Pros and Cons of a Consolidation Loan
Consolidation loans represent a good method of controlling your debt and making repayments cheaper and easier. However, the pros and cons have to be carefully weighed up in order to work out whether this is the right option for you or whether you would do better looking into another form of debt management.
Pros
By taking out a secured loan against your house, you will very likely qualify for a lower rate of interest compared to all of your unsecured loans. This means that the debt will not keep on rising and you will be able to keep it under control. If you cannot find a lower rate of interest then don’t bother to take out a consolidation loan as there will be little point.
It is also likely that you can negotiate lower monthly payments through a consolidation loan than you would otherwise be obliged to pay to all of your separate creditors. Lower payments will mean a greater degree of control over what you can spend your income on, freeing you up from the burden of uncontrollable debt and allowing you to spend money on other things.
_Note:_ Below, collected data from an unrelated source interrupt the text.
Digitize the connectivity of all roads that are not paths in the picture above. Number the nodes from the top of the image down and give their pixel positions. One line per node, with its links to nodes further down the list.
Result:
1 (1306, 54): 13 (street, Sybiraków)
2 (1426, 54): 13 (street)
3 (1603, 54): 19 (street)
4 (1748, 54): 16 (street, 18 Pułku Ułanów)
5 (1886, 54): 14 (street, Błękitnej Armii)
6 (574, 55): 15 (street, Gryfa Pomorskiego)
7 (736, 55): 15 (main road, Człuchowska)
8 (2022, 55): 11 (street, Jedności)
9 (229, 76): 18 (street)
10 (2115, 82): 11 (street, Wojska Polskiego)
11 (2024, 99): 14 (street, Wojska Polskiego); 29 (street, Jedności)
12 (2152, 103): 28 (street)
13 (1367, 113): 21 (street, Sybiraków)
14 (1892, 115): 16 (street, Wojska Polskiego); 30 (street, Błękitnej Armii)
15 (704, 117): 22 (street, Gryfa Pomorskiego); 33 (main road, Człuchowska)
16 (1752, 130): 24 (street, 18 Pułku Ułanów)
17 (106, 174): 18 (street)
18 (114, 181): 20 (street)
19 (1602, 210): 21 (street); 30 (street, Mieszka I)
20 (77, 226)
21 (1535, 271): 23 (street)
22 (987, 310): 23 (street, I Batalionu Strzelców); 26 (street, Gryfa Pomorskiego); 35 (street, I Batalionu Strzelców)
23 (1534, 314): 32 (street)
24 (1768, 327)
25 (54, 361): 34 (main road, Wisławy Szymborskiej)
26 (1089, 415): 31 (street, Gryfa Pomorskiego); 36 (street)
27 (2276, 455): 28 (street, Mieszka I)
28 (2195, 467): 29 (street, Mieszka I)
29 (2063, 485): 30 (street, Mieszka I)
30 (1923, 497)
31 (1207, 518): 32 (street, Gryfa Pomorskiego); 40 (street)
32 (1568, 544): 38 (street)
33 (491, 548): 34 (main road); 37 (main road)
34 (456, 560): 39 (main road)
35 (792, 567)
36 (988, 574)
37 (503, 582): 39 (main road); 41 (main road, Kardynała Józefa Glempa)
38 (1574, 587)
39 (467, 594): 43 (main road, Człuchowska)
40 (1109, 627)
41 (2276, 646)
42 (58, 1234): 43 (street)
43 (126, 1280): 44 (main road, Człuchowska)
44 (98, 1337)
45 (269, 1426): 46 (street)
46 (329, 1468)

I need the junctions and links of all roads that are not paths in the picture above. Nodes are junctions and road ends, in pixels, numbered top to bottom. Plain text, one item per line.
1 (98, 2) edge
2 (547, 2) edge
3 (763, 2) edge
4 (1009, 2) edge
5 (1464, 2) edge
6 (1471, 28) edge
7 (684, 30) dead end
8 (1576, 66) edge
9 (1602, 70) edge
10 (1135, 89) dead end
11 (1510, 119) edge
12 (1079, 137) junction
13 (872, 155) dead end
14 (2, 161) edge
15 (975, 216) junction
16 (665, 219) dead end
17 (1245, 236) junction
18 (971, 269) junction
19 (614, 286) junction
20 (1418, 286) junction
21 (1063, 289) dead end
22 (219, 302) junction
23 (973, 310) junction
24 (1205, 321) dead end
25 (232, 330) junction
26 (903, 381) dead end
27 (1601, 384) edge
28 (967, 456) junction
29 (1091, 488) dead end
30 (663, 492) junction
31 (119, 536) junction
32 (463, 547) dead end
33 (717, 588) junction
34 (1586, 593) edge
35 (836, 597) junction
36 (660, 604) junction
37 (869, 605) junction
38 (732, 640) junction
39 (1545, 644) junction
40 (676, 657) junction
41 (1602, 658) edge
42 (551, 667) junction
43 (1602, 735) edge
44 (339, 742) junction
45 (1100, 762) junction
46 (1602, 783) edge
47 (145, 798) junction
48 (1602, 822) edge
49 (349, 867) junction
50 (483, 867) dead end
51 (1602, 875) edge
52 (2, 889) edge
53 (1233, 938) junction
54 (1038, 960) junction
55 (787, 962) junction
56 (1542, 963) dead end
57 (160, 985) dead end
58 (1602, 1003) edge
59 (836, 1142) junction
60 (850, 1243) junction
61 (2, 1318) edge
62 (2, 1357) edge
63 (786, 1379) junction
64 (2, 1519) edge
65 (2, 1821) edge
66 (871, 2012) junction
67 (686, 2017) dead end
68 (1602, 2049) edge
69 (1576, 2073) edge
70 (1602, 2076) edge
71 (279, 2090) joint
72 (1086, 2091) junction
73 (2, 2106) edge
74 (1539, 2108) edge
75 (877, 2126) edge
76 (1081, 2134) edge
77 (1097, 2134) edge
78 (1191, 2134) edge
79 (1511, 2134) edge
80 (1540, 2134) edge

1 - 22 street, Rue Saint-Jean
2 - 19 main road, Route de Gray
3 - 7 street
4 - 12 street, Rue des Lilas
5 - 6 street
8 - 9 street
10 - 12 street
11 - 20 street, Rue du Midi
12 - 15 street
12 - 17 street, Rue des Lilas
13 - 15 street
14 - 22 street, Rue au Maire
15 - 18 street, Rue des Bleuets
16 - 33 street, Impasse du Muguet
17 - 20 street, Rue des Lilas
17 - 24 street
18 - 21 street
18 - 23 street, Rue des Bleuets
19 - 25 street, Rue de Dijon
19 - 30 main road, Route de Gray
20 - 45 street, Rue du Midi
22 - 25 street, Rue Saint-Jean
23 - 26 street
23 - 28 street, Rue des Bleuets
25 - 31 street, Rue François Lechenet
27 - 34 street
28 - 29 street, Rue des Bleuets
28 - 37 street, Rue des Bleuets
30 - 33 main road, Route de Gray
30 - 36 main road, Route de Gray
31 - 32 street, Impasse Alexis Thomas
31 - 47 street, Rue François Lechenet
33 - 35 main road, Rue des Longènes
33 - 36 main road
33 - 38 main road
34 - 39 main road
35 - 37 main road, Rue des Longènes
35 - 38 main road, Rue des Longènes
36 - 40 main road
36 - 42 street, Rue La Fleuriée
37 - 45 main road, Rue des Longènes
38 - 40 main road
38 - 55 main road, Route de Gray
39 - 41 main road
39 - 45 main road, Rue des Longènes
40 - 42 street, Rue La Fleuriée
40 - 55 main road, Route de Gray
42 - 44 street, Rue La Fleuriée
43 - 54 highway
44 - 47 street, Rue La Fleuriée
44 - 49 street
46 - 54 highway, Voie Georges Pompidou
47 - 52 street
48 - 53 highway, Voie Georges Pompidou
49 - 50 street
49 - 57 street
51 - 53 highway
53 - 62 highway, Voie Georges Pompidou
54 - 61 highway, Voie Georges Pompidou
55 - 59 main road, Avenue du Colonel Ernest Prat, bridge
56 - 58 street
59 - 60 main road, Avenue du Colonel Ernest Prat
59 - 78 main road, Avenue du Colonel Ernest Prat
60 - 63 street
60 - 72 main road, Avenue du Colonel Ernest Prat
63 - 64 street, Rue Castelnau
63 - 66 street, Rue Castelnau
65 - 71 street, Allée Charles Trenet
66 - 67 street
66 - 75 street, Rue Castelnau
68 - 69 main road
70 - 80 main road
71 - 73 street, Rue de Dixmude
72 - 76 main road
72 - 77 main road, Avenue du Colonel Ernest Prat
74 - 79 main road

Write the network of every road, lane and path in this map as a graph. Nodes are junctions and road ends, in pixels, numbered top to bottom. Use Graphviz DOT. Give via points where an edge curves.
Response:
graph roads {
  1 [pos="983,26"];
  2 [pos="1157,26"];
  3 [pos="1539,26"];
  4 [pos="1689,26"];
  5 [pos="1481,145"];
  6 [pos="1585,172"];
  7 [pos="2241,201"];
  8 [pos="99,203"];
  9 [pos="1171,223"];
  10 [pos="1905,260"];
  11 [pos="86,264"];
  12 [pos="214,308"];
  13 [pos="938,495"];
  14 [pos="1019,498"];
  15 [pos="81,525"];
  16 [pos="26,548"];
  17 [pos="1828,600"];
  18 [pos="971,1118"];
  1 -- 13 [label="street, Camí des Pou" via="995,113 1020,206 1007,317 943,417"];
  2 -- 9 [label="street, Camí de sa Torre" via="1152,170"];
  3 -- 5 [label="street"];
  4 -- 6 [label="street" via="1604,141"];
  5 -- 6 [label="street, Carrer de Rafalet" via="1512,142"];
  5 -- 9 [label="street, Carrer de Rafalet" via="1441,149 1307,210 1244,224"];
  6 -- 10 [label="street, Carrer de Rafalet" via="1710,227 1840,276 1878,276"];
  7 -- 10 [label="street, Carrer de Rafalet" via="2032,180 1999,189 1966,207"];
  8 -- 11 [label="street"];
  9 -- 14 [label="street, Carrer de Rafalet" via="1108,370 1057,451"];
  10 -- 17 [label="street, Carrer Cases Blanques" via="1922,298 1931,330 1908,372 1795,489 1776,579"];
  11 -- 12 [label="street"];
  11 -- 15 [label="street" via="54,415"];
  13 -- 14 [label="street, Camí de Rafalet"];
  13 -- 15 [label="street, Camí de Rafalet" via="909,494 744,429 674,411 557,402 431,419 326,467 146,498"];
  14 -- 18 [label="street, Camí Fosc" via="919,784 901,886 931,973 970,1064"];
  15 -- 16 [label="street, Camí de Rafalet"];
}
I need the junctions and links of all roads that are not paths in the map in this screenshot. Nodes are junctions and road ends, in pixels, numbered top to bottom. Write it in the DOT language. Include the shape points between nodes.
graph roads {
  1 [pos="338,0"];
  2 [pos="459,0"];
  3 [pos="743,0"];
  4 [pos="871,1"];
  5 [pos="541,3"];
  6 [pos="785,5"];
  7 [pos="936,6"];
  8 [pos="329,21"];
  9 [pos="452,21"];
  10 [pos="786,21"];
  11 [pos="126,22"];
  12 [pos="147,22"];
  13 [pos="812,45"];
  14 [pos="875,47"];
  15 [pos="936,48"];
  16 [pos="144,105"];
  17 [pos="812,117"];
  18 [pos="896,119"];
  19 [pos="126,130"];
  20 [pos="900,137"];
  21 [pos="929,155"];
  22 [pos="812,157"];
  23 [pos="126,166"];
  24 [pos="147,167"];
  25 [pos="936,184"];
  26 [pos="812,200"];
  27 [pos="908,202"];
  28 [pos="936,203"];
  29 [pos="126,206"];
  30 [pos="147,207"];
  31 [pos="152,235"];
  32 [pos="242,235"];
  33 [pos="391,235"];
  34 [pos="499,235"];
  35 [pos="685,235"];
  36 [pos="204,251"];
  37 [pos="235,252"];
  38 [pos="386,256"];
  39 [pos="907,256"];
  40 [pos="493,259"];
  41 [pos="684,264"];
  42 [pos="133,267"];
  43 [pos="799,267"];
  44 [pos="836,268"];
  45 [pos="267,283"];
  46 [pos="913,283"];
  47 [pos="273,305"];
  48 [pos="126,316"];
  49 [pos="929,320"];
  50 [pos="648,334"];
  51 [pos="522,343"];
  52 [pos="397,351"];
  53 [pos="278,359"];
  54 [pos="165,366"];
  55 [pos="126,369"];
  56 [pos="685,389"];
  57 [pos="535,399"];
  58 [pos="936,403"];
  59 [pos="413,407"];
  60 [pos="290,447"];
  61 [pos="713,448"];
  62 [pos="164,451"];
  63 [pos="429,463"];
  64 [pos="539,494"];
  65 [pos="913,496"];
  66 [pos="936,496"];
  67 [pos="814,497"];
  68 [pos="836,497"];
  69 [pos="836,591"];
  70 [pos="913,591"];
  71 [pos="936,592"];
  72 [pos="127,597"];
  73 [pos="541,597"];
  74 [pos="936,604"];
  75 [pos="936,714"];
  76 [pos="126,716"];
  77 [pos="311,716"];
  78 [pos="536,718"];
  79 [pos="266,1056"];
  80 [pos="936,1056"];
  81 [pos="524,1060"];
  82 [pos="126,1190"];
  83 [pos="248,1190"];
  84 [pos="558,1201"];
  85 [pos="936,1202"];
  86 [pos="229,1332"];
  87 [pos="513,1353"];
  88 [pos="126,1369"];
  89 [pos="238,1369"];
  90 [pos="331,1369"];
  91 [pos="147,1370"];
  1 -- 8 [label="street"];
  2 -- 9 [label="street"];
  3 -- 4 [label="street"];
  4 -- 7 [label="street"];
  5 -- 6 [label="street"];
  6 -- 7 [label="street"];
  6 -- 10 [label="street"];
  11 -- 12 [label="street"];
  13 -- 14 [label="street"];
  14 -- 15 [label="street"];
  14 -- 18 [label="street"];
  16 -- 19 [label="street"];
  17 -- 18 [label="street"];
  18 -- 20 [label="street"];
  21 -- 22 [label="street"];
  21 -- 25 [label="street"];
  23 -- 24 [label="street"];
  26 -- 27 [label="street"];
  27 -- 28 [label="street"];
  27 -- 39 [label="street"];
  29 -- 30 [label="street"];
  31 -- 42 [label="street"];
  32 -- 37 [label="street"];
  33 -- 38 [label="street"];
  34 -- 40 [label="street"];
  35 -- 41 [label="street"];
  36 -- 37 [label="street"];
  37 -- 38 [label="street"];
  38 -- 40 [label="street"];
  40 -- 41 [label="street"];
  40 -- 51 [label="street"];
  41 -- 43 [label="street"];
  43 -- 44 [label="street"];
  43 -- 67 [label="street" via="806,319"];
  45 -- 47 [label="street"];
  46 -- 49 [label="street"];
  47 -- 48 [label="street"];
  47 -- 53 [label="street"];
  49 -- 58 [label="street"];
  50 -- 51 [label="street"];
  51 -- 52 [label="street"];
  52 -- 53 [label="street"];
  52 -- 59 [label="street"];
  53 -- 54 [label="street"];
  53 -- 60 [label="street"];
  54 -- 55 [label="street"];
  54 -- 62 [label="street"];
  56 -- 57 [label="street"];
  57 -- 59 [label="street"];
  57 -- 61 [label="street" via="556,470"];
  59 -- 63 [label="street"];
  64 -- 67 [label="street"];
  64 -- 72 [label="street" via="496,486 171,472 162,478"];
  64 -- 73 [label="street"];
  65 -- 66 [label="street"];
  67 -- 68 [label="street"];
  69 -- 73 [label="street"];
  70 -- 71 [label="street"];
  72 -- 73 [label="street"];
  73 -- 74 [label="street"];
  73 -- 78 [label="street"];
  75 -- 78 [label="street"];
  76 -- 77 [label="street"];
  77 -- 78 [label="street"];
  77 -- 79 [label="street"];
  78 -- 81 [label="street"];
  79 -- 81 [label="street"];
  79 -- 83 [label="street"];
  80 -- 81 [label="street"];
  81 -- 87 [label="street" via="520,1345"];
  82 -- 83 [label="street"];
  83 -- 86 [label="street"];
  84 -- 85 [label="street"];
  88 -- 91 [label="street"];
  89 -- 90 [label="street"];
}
Paying back a set amount each month also makes it easier to budget. It can become confusing paying back a lot of different cheques each month and it becomes easy to lose track of your budget. Using a consolidation loan allows you to prepare for the future more effectively.
One of the main reasons for taking out a consolidation loan can be the increased convenience of only being in debt to one creditor. This means that not only will you have just the one payment to make, but that you will not have any contact from lots of different creditors with all of their different demands.
Cons
The most obvious risk of taking out a consolidation loan is transferring your debt to a secured loan. Although this does have certain benefits, such as reduced interest and lower monthly payments, there is also a far greater degree of risk associated with this as if you fail to make your monthly payments then you risk losing your property.
Another issue with consolidation loans is that after taking one out, people often forget just why they needed one in the first place, which was often because they spent more than they could afford. You will have to look carefully at your lifestyle and decide whether you are the type of person who will start to spend more money now that you are making lower payments, because if so the consolidation loan could end up being a greater burden than the original debt.
A consolidation loan may mean that you can pay back your debts in smaller amounts, but this could also mean that you will be making the payments over a longer period of time. It could therefore take you a lot longer to pay off your debts, and you may also have to pay back more in the long term.